自社のような巨大組織が変われば、IT業界全体がドミノ倒しのように変化していき、世の中のエンジニアがもっと効率的に働けるようになる、熊川さんにはそんな目論見があった。そうした期待を持って取り組んでいたわけだが、いざ対峙すると、巨大な組織を変えるためにはいくつもの高いハードルがあり、一筋縄ではいかないことを思い知った。

さまざまな葛藤の末、最終的には自分自身が外に出ることで、改革の裾野を広げるべきではないかと悟った。そうした矢先に、行政機関からのオファーが舞い込んだ。

2023年3月末、熊川さんは長年勤めた大手SIerを退社して、行政機関のQAエキスパートとしての業務と共に、組織コンサルティングなどを手がける会社を立ち上げる。現在はそこで奮闘する日々を送っている。

エンジニアから無駄な作業を取り除くことが使命

最後に、QAの第一線を走る者としての使命感を尋ねた。熊川さんは、論理的、建設的でない仕事からあらゆるエンジニアを解放する、そのための貢献が一番大きいと断言した。

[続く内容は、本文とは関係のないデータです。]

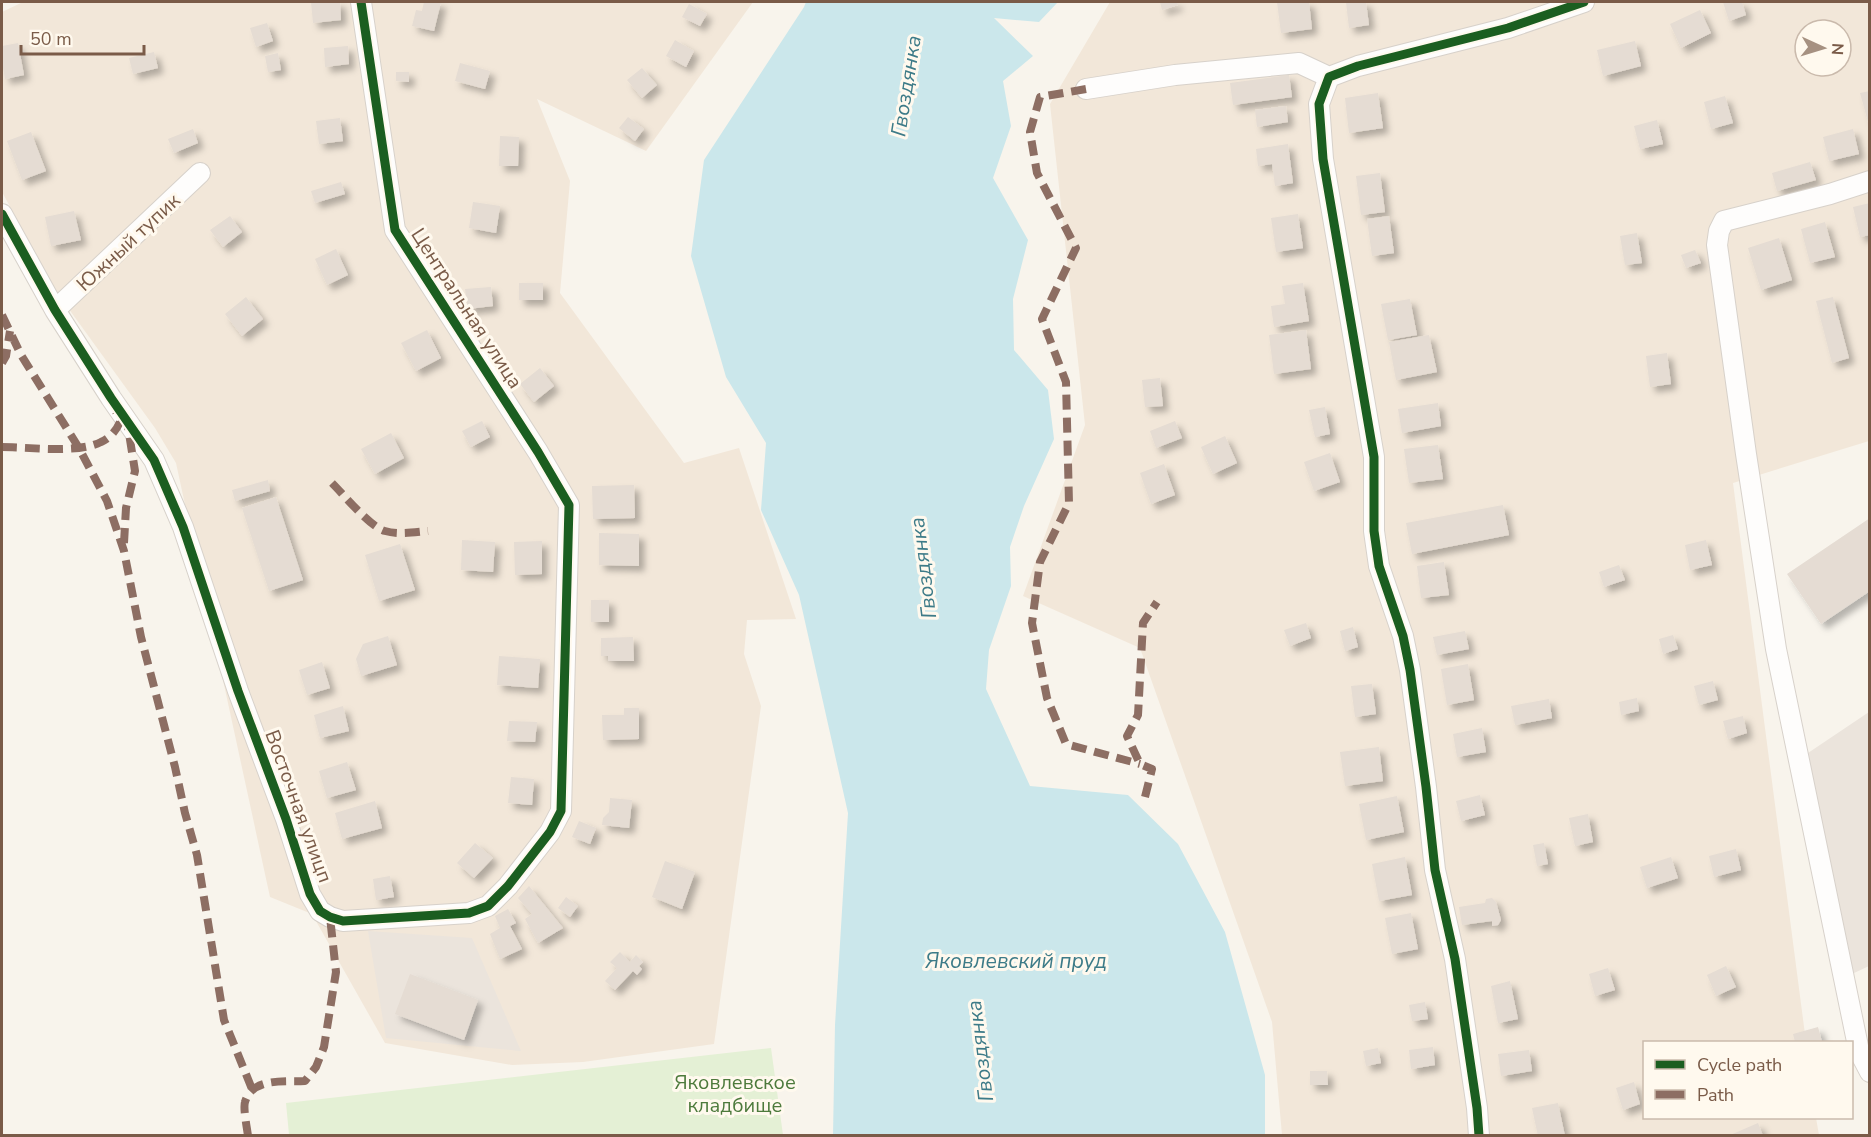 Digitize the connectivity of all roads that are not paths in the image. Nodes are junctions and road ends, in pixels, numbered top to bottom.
1 (361, 2) edge
2 (1584, 2) edge
3 (1329, 77) junction
4 (1086, 89) dead end
5 (200, 173) dead end
6 (1869, 181) edge
7 (2, 214) edge
8 (55, 310) junction
9 (554, 479) joint
10 (1869, 1072) edge
11 (1479, 1136) edge

1 - 9 street, Центральная улица
2 - 3 street
3 - 4 street
3 - 11 street
5 - 8 street, Южный тупик
6 - 10 street
7 - 8 street
8 - 9 street, Восточная улицп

「エンジニアは誰一人として無駄なことはやりたくない。でも、大多数が無駄だと思っているのに、それを捨てられない現実もあります。それを変えるには品質の目線を持ったQAの専門家が適任だと思います。専門家が『これをやっても意味がないですよ』と助言するのはすごく説得力がある。無駄だというお墨付きを与え、別の方法を実践して、効果を出していく。QAの専門家にはそれを目指してほしいし、自分もその一員としてリードしたい」

そのための啓蒙活動は今まで以上に力を入れていきたいという。ただし、エンジニアの小さなコミュニティーで叫んでいても意味がないし、1人、2人の育成をするだけでは追いつかない。例えば、「JaSST」のような影響力のある場所で発言するなど、大きなうねりを作るための取り組みが不可欠だと熊川さんは強調する。

開発業務が飛躍的に効率化し、日本でも優れたサービスが次々と生まれてくる。そうした未来を創るために、熊川さんの活躍のフィールドはまだまだ無数に存在するはずだ。

※本記事内の記載や発言内容は、個人の見解であり、所属組織の見解ではありません。

品質管理エキスパート熊川一平

行政機関で品質管理エキスパートとして勤務する傍ら、兼業個人事業主としてさまざまな企業・団体向けにコンサルティング、アドバイザリー、教育、スクラムコーチなどのサービスを提供。前職は大手SIerでソフトウェアテスト、品質管理、プロセス改善の専門家として、研究開発や技術支援に従事。社外講演、記事執筆なども行い、JaSST(ソフトウェアテストシンポジウム)やSQiP(ソフトウェア品質シンポジウム)で多くの賞を獲得。